While Tarantino developed a unique form of postmodern American cinema through his unconventional narratives and extensive use of pastiche, Tarkovsky had modernist artistic concerns that sought to demystify the magical relationship between time and cinema. In fact, he often referred to his films as “time sculptures” and used them to condense several realities into one medium, creating masterpieces such as Solaris and Stalker.

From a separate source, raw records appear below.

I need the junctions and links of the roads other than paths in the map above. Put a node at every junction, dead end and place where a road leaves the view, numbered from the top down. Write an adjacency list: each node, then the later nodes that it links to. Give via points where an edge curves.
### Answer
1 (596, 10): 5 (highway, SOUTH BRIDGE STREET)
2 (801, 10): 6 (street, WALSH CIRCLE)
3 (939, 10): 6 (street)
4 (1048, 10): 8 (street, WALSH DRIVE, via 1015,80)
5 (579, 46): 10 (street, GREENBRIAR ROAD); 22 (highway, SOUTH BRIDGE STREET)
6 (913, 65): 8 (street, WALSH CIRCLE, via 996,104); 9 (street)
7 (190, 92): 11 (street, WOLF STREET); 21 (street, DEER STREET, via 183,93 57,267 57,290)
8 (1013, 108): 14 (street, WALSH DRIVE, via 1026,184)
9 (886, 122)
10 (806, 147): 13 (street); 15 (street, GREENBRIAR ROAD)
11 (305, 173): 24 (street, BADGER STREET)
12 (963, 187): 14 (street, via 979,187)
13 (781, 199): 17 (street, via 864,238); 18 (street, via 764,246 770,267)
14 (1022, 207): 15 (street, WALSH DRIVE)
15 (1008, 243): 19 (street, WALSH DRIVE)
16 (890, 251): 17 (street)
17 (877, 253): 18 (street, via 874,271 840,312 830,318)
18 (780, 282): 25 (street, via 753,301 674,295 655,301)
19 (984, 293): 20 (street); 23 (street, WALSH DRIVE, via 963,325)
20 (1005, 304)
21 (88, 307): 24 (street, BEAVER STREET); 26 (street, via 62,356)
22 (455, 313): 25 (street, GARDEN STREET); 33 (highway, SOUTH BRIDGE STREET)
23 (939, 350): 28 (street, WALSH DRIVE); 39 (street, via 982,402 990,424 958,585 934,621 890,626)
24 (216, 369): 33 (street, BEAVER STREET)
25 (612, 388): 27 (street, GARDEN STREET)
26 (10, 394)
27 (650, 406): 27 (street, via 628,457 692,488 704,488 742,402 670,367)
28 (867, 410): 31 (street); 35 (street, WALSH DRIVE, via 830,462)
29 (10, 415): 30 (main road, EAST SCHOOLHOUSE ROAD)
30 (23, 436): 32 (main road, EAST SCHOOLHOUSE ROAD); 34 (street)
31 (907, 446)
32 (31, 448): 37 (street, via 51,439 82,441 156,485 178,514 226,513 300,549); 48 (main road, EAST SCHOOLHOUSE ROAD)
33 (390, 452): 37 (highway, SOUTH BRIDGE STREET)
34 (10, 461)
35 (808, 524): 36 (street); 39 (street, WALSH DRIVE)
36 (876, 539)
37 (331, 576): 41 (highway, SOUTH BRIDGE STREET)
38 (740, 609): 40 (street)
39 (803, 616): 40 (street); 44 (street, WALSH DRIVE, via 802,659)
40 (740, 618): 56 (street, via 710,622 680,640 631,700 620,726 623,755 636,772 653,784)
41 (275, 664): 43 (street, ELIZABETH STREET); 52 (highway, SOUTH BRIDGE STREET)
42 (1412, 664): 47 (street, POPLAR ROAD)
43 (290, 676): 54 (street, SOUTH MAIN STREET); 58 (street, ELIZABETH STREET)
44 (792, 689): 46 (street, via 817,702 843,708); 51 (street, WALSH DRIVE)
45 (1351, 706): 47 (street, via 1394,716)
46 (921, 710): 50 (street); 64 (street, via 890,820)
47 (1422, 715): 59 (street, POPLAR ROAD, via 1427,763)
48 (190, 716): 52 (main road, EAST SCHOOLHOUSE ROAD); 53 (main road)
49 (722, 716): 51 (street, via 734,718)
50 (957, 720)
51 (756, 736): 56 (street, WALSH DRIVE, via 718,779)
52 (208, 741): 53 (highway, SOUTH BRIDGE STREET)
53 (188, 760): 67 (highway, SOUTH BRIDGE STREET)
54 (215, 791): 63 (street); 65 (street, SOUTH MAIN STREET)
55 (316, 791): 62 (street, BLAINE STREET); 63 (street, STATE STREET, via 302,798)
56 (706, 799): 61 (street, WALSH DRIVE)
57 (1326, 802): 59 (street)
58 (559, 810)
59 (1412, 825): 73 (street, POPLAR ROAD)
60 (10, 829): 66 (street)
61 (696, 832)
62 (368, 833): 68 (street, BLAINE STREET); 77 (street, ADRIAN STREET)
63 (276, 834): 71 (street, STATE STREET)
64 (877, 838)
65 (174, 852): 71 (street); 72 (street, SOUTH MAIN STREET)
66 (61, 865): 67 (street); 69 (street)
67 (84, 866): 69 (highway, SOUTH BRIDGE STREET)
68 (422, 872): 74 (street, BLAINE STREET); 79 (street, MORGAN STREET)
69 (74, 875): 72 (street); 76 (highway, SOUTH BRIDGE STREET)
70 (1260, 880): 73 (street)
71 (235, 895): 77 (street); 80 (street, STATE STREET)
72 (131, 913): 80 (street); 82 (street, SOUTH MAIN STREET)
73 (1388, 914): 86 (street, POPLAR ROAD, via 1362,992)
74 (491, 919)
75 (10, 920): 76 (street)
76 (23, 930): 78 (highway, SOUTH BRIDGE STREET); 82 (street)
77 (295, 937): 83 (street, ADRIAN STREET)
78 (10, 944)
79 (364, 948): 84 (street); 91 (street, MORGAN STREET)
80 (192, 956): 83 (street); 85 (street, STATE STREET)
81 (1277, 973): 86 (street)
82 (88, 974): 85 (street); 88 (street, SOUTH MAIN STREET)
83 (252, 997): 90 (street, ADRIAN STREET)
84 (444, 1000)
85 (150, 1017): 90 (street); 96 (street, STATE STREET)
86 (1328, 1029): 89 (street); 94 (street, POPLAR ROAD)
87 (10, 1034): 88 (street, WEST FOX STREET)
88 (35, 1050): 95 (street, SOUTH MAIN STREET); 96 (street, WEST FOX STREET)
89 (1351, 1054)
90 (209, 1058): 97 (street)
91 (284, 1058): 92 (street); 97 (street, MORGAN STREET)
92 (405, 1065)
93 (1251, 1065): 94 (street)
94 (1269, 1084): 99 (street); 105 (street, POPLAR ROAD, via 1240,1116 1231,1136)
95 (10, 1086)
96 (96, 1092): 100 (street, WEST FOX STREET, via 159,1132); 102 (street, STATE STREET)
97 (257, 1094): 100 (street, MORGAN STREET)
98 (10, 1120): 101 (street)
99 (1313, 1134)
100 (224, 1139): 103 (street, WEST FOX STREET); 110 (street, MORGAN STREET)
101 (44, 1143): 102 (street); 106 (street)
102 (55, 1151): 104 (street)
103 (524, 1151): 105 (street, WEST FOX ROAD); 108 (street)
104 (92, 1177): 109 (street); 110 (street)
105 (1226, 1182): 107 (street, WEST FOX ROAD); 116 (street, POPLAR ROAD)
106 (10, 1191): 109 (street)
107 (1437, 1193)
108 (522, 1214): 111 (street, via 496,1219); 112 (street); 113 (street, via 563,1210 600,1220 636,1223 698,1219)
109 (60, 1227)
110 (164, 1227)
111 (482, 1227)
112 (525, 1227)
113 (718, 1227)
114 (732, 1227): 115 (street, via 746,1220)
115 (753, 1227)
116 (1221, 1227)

Although most film fans believe that nobody has been able to replicate Tarkovsky’s genius, Tarantino insisted that there is one modern filmmaker who has come close. During a conversation with The Guardian, the Pulp Fiction director claimed that Christopher Nolan succeeded in reviving the grand sci-fi vision of Tarkovsky through his 2014 epic Interstellar – a dizzyingly beautiful journey to the boundaries of the cosmos.
“It’s been a while since somebody has come out with such a big vision to things,” Tarantino pointed out, comparing Interstellar to the films of Tarkovsky and Terrence Malick. “Even the elements, the fact that dust is everywhere, and they’re living in this dust bowl that is just completely enveloping this area of the world. That’s almost something you expect from Tarkovsky or Malick, not a science fiction adventure movie.”
When asked about the challenges of making such a grand film, Nolan added: “I’ve always believed that if you want to really try and make a great film, not a good film, but a great film, you have to take a lot of risks. It was very clear to me that if you’re going to make a film called Interstellar, it’s going to have to be something extremely ambitious. You push it in all the possible directions you can. Not for its own sake, but because you know that if you’re going to try to add something to the canon, besides fiction films and all the rest, and live up to the promise of that title and the scale of that title, you really have to go there.”
Interstellar has repeatedly drawn comparisons to all the great practitioners of cinematic sci-fi, including Stanley Kubrick. Ever since he was a child, Nolan had been mesmerised by 2001: A Space Odyssey, which undoubtedly influenced his decision to become a director. Interestingly, Tarkovsky often expressed his disappointment with sci-fi. Famously, he called Solaris an “artistic failure” because he couldn’t escape the genre frameworks.